Um estudo recente do Grupo Studio analisou 3.864 empresas com faturamento total de R$ 265,63 bilhões. O levantamento mostrou que 94,23% dessas companhias possuem créditos tributários a recuperar, com uma média de R$ 1,2 milhão por cliente. Para José Carlos Braga Monteiro, CEO da empresa, a recuperação desses valores não é apenas uma possibilidade contábil, mas uma estratégia de impacto direto no fluxo de caixa, capaz de reduzir o peso das novas tarifas.
Impactos do tarifaço no comércio exterior
As exportações brasileiras para os Estados Unidos alcançaram US$ 39,7 bilhões em 2024, cerca de 14,4% do total exportado pelo Brasil, que chegou a US$ 276 bilhões. O chamado “tarifaço” atinge de forma direta cadeias produtivas já pressionadas, como o agronegócio, a indústria de transformação e até o varejo, que enfrenta consumidores mais cautelosos e margens de lucro apertadas.
Diante desse cenário, cresce a necessidade de ferramentas que ajudem as empresas a manterem competitividade global. A revisão tributária surge como um instrumento estratégico para compensar parte das perdas impostas pelo novo quadro tarifário.
Oportunidades na revisão tributária
A revisão tributária vai além da recuperação de créditos junto à Receita Federal. Trata-se de um processo que permite identificar tributos pagos a maior, corrigir falhas em recolhimentos e otimizar o planejamento fiscal. Entre as práticas mais comuns estão a análise detalhada de isenções fiscais, a revisão de bases de cálculo e a aplicação correta de incentivos previstos na legislação.
Ao incorporar esses mecanismos, empresas não apenas recuperam recursos, mas também estabelecem uma gestão tributária mais eficiente e preparada para cenários adversos. Em um ambiente de tarifas elevadas e incertezas internacionais, essa vantagem pode ser decisiva.
Estratégia de longo prazo para empresas exportadoras
José Carlos Braga Monteiro reforça que a revisão tributária deve ser encarada como parte de uma estratégia contínua e não como medida pontual. “Ao recuperar créditos e otimizar a gestão fiscal, as empresas se tornam mais competitivas e garantem sustentabilidade em longo prazo”, afirma.

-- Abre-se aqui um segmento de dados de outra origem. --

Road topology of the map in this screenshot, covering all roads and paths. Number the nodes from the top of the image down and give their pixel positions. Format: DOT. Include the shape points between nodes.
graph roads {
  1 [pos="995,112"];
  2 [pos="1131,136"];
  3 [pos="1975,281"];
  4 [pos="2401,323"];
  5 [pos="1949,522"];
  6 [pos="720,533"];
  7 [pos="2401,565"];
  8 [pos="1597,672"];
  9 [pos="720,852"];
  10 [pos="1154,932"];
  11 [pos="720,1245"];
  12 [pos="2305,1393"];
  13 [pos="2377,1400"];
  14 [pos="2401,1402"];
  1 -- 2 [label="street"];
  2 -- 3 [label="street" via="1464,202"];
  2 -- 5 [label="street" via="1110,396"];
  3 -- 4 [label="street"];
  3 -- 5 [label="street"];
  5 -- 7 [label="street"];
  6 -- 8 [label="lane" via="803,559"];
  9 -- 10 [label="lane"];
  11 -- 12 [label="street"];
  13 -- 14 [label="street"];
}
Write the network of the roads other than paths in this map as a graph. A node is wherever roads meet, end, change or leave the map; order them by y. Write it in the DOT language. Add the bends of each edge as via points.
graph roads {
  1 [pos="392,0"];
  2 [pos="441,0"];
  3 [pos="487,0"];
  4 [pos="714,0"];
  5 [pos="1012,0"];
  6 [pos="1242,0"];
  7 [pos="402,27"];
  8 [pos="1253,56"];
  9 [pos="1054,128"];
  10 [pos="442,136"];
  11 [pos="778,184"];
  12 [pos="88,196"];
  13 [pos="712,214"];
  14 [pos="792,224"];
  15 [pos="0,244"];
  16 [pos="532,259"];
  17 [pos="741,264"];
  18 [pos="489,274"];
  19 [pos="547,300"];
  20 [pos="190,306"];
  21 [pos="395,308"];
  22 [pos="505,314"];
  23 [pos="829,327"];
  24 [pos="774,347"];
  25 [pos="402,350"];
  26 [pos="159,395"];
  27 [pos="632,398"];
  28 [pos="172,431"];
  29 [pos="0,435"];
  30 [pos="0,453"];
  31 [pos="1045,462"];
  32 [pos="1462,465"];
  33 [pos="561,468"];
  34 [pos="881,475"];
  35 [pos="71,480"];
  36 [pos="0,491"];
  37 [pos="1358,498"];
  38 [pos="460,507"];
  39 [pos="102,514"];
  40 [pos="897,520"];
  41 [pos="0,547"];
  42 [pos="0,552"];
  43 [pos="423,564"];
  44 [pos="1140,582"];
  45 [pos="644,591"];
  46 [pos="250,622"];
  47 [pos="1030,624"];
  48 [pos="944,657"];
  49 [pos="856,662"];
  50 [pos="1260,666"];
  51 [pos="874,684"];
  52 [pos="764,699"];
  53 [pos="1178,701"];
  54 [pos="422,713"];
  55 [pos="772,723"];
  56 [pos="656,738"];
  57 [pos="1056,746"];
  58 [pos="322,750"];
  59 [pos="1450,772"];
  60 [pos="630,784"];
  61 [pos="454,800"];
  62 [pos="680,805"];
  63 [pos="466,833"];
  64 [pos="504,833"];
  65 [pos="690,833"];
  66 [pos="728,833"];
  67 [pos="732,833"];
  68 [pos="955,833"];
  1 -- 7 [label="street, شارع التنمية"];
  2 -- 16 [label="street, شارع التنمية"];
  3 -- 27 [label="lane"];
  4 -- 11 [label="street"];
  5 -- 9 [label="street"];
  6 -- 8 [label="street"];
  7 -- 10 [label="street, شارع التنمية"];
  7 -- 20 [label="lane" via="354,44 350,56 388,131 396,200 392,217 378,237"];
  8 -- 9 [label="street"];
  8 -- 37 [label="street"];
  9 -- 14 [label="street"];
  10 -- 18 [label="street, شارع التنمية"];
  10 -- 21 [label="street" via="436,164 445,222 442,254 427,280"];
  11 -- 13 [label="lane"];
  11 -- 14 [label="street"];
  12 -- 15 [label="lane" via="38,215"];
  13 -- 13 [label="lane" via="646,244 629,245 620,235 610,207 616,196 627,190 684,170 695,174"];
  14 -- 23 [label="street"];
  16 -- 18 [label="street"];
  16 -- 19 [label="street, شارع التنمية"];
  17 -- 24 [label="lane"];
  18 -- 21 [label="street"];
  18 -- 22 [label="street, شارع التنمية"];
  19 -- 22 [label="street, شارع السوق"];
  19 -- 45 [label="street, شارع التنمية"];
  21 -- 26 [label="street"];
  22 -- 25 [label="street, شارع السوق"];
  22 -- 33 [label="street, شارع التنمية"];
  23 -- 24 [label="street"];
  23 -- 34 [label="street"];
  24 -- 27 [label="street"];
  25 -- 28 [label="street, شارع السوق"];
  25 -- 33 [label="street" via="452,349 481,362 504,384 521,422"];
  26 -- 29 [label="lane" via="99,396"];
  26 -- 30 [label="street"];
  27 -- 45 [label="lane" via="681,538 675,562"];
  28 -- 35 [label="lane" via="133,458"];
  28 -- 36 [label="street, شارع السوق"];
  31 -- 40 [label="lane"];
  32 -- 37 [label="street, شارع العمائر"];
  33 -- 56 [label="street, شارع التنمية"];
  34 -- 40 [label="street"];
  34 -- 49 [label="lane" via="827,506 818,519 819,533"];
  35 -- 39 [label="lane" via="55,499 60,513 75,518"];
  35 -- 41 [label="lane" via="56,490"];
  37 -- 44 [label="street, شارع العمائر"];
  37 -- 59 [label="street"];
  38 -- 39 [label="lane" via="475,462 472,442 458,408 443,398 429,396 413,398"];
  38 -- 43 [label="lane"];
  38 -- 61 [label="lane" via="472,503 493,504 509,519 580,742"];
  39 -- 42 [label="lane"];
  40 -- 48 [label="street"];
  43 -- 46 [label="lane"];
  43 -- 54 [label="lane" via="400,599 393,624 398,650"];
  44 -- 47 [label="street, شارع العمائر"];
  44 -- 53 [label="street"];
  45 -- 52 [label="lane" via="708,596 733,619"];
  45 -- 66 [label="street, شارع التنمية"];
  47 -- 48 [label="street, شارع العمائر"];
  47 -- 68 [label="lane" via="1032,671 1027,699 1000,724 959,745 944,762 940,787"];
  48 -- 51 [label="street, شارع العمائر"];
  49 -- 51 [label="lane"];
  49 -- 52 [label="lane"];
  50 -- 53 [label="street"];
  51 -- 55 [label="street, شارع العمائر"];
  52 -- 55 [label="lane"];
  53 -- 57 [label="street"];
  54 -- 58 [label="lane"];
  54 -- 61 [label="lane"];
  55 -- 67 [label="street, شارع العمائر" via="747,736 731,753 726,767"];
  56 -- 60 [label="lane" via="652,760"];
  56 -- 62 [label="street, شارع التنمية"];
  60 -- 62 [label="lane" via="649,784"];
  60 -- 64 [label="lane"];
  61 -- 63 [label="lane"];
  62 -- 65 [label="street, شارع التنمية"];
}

Isso significa que a adaptação a um ambiente global mais protecionista passa por revisar processos internos e investir em governança fiscal. Para exportadores, que precisam manter relevância no mercado internacional, essa adaptação é essencial. A capacidade de reduzir custos internos pode ser o diferencial para preservar contratos e ampliar participação em novos mercados.
Revisão tributária como diferencial competitivo
No cenário atual, em que variáveis políticas e econômicas impactam diretamente o comércio exterior, a revisão tributária deixa de ser apenas uma questão técnica para se tornar um diferencial competitivo. Ao liberar recursos que estavam retidos em tributos pagos indevidamente, as empresas ganham fôlego para investir em inovação, ampliar operações e enfrentar crises com mais resiliência.
Com isso, a mensagem é clara: ignorar a revisão tributária significa abrir mão de uma oportunidade relevante em um dos momentos mais desafiadores do comércio exterior brasileiro. Para empresários atentos, transformar a gestão fiscal em ativo estratégico pode ser o caminho mais seguro para atravessar períodos de incerteza e manter-se competitivo no longo prazo.